Cooperative Mapping, Localization, and Beam Management via Multi-Modal SLAM in ISAC Systems

TL;DR

This paper introduces a multi-modal SLAM framework for ISAC systems in 6G mmWave networks, integrating cooperative localization, environmental mapping, and beam management to improve accuracy and efficiency.

Contribution

It presents a novel Bayesian multi-user SLAM model, a multi-modal localization approach combining SLAM with camera and IMU data, and a sensing-aided beam management scheme for ISAC systems.

Findings

Radio map accuracy improved by up to 60%

Localization accuracy increased by 37.5%

Outperforms traditional methods in diverse environments

Abstract

Simultaneous localization and mapping (SLAM) plays a critical role in integrated sensing and communication (ISAC) systems for sixth-generation (6G) millimeter-wave (mmWave) networks, enabling environmental awareness and precise user equipment (UE) positioning. While cooperative multi-user SLAM has demonstrated potential in leveraging distributed sensing, its application within multi-modal ISAC systems remains limited, particularly in terms of theoretical modeling and communication-layer integration.
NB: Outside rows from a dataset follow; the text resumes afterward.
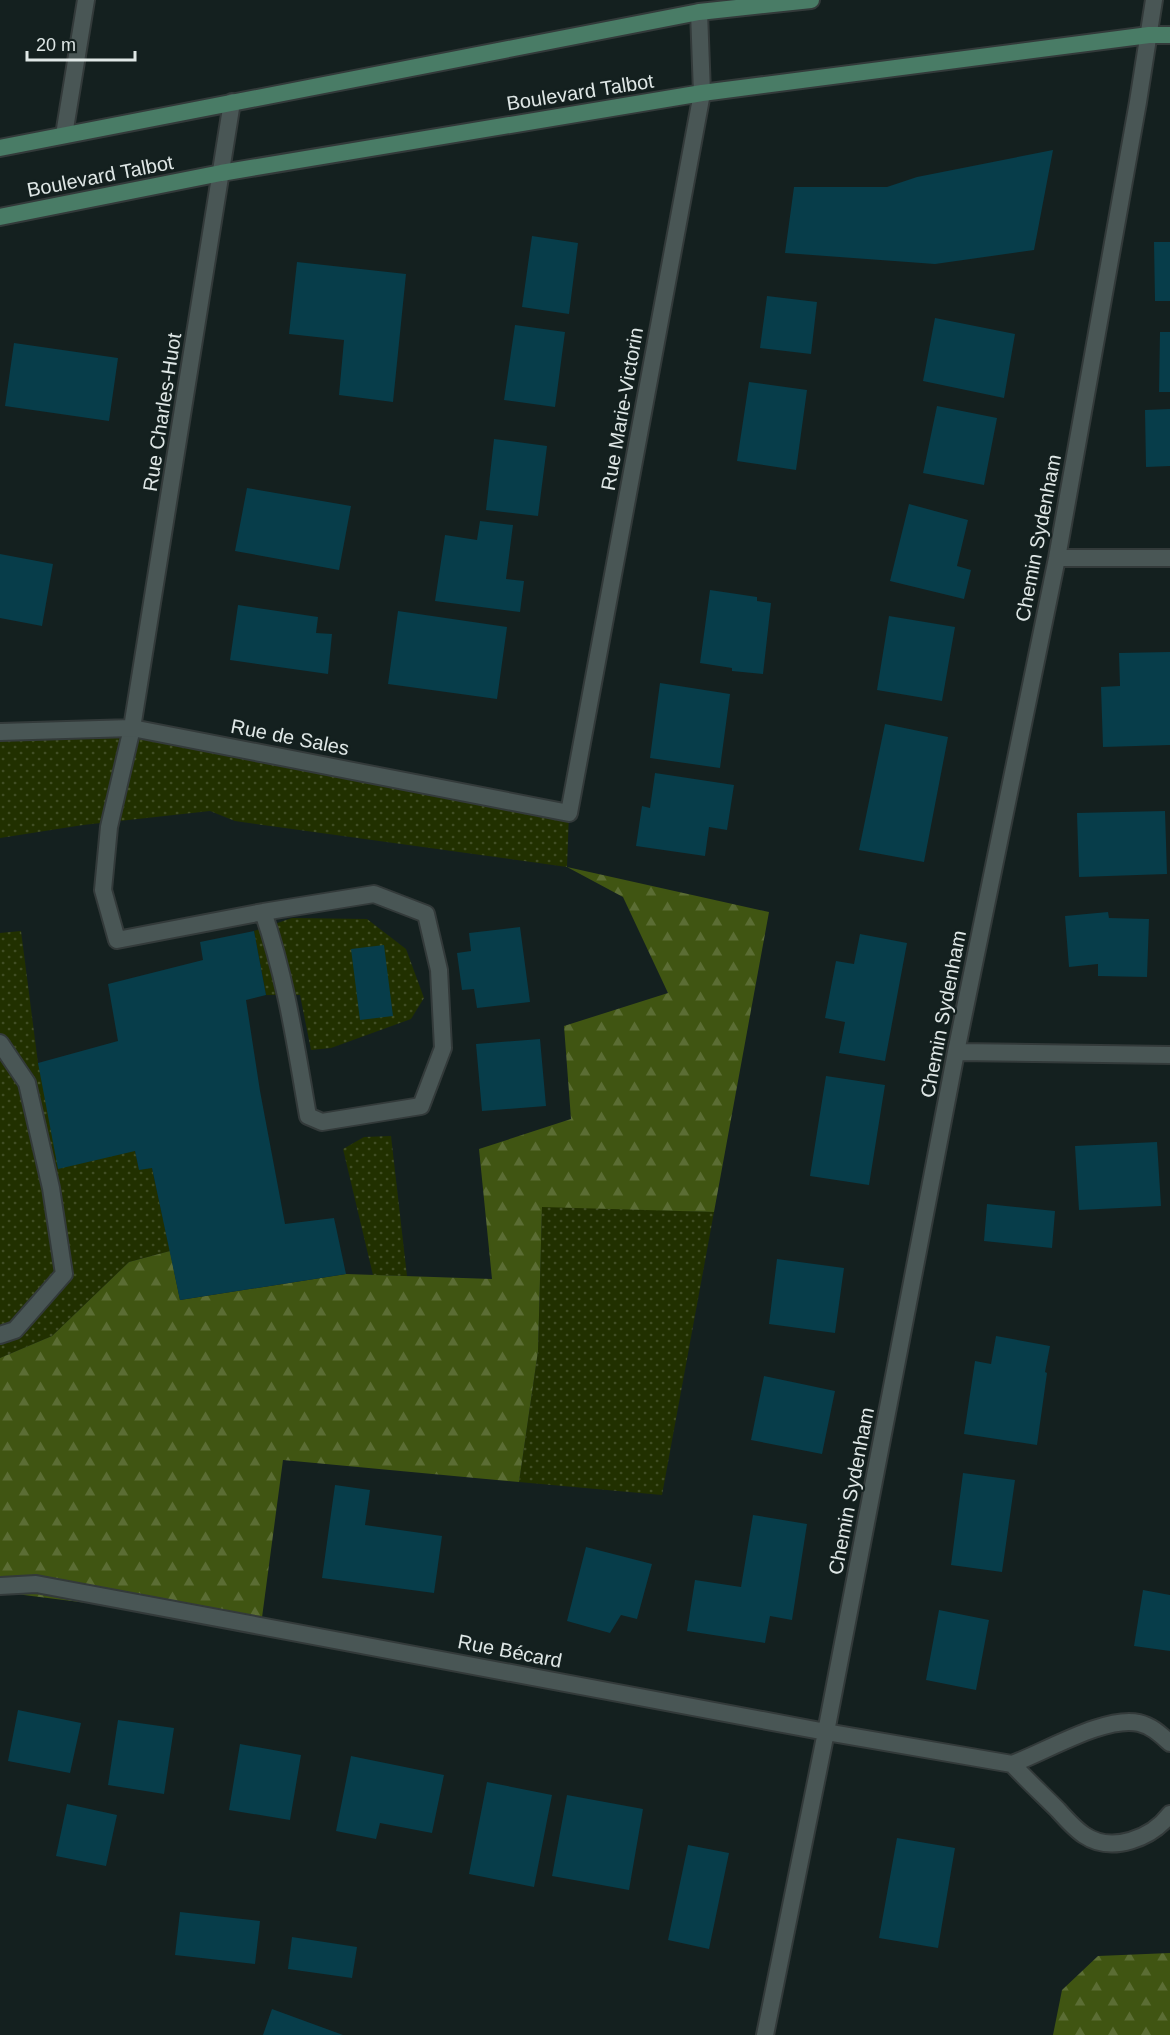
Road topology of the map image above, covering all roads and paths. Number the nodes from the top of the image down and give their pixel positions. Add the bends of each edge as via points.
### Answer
1 (86, 0) edge
2 (811, 0) edge
3 (1154, 0) edge
4 (699, 12) junction
5 (1149, 35) junction
6 (1170, 35) edge
7 (702, 93) junction
8 (232, 102) junction
9 (64, 135) junction
10 (0, 147) edge
11 (221, 173) junction
12 (0, 217) edge
13 (1057, 558) junction
14 (1170, 558) edge
15 (132, 728) junction
16 (0, 732) edge
17 (569, 813) joint
18 (263, 912) junction
19 (0, 1043) edge
20 (956, 1052) junction
21 (1170, 1055) edge
22 (0, 1335) edge
23 (0, 1586) edge
24 (826, 1732) junction
25 (1170, 1743) edge
26 (1012, 1764) junction
27 (1170, 1814) edge
28 (765, 2035) edge

1 - 9 street
2 - 4 main road
3 - 5 street, Chemin Sydenham
4 - 7 street, Rue Marie-Victorin
4 - 8 main road
5 - 6 main road, Boulevard Talbot
5 - 7 main road, Boulevard Talbot
5 - 13 street, Chemin Sydenham
7 - 11 main road, Boulevard Talbot
7 - 17 street, Rue Marie-Victorin
8 - 9 main road
8 - 11 street, Rue Charles-Huot
9 - 10 main road
11 - 12 main road, Boulevard Talbot
11 - 15 street, Rue Charles-Huot
13 - 14 street
13 - 20 street, Chemin Sydenham
15 - 16 street, Rue de Sales
15 - 17 street, Rue de Sales
15 - 18 street, Rue Charles-Huot via 109,827 103,890 117,940
18 - 18 street via 374,894 426,914 439,970 443,1048 421,1107 322,1122 308,1116 292,1024
19 - 22 street via 27,1083 51,1188 64,1274 15,1330
20 - 21 street
20 - 24 street, Chemin Sydenham
23 - 24 street, Rue Bécard via 36,1584
24 - 26 street, Rue Bécard
24 - 28 street, Chemin Sydenham
25 - 26 street via 1158,1731 1127,1721 1098,1728
26 - 27 street via 1085,1836 1099,1842 1148,1835

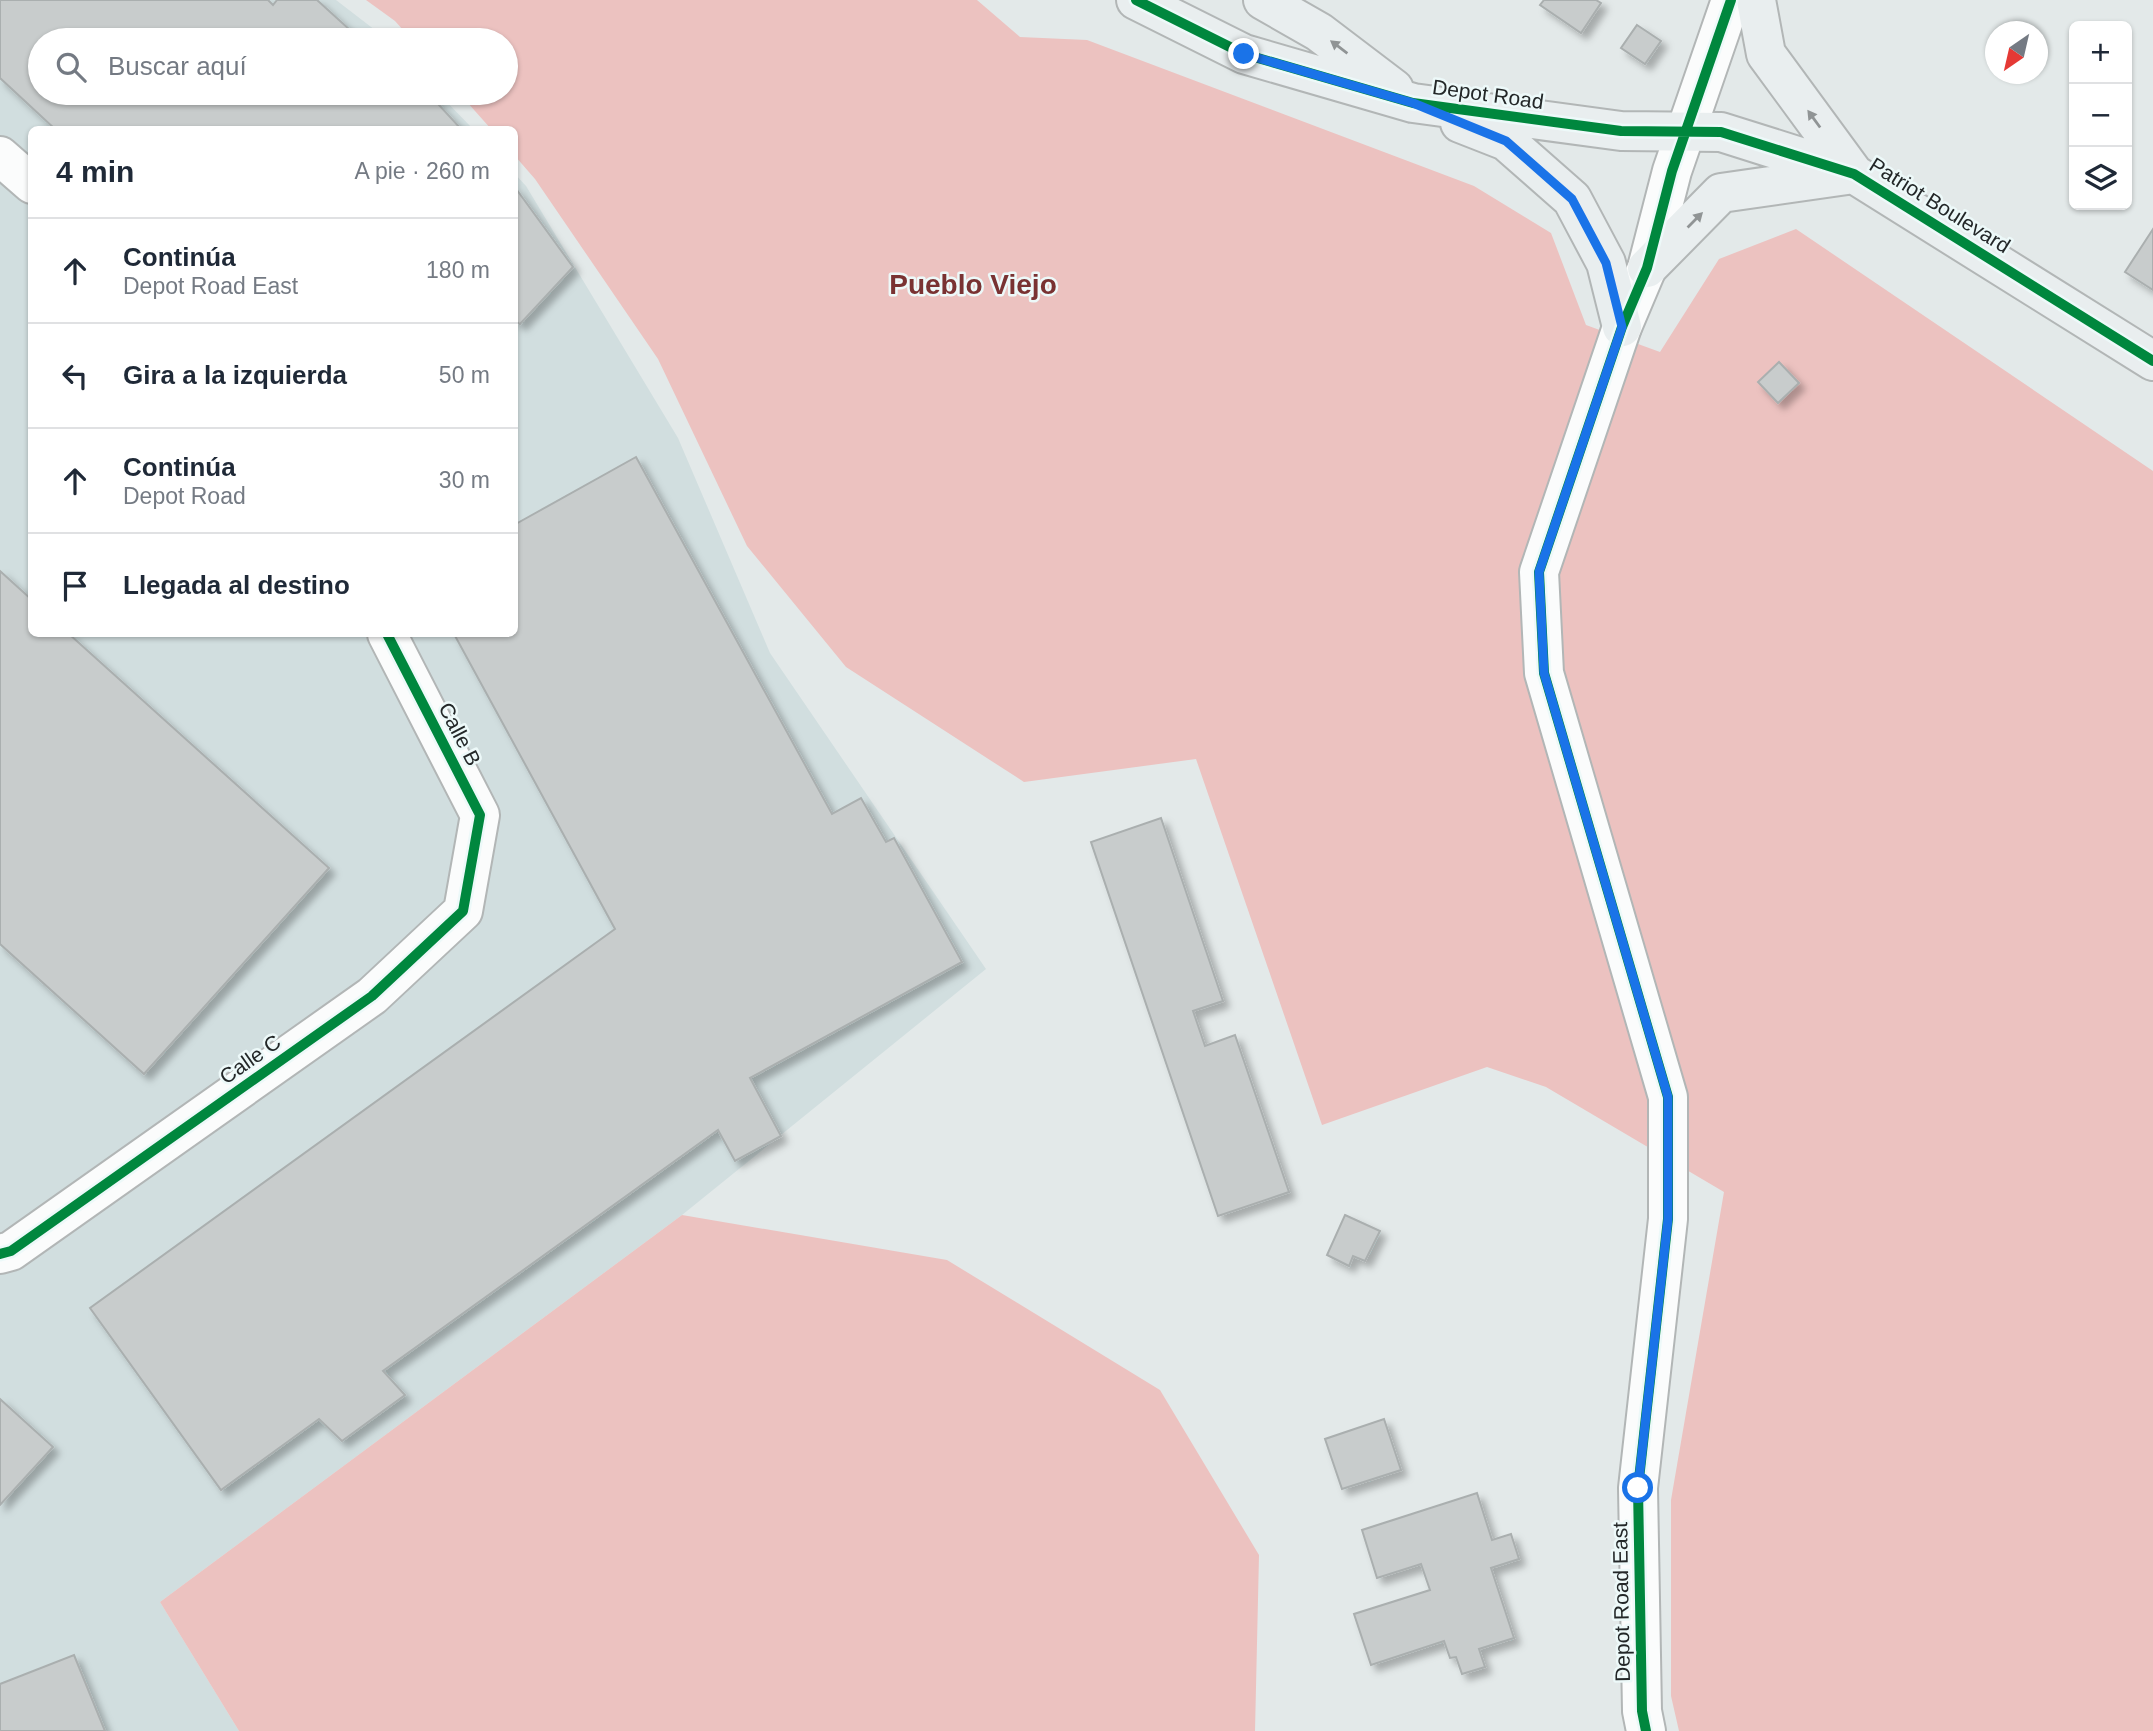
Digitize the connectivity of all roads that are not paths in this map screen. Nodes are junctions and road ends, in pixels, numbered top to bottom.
1 (1136, 0) edge
2 (1264, 0) edge
3 (1731, 0) edge
4 (1756, 0) edge
5 (1413, 103) junction
6 (1687, 130) junction
7 (0, 156) edge
8 (1854, 174) junction
9 (28, 180) edge
10 (1647, 268) junction
11 (1622, 327) junction
12 (2153, 361) edge
13 (389, 637) edge
14 (473, 855) joint
15 (0, 1254) edge
16 (1646, 1731) edge

1 - 5 street, Depot Road
5 -> 2 street, Depot Road
3 - 6 street, Depot Road East
8 -> 4 street
5 - 6 street, Depot Road
5 - 11 street
6 - 8 street, Patriot Boulevard
6 - 10 street, Depot Road East
7 - 9 street
10 -> 8 street
8 - 12 street, Patriot Boulevard
10 - 11 street, Depot Road East
11 - 16 street, Depot Road East
13 - 14 street, Calle B
14 - 15 street, Calle C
This paper proposes a novel multi-modal SLAM framework that addresses these limitations through three key contributions. First, a Bayesian estimation framework is developed for cooperative multi-user SLAM, along with a two-stage algorithm for robust radio map construction under dynamic and heterogeneous sensing conditions. Second, a multi-modal localization strategy is introduced, fusing SLAM results with camera-based multi-object tracking and inertial measurement unit (IMU) data via an error-aware model, significantly improving UE localization in multi-user scenarios. Third, a sensing-aided beam management scheme is proposed, utilizing global radio maps and localization data to generate UE-specific prior information for beam selection, thereby reducing inter-user interference and enhancing downlink spectral efficiency. Simulation results demonstrate that the proposed system improves radio map accuracy by up to 60%, enhances localization accuracy by 37.5%, and significantly outperforms traditional methods in both indoor and outdoor environments.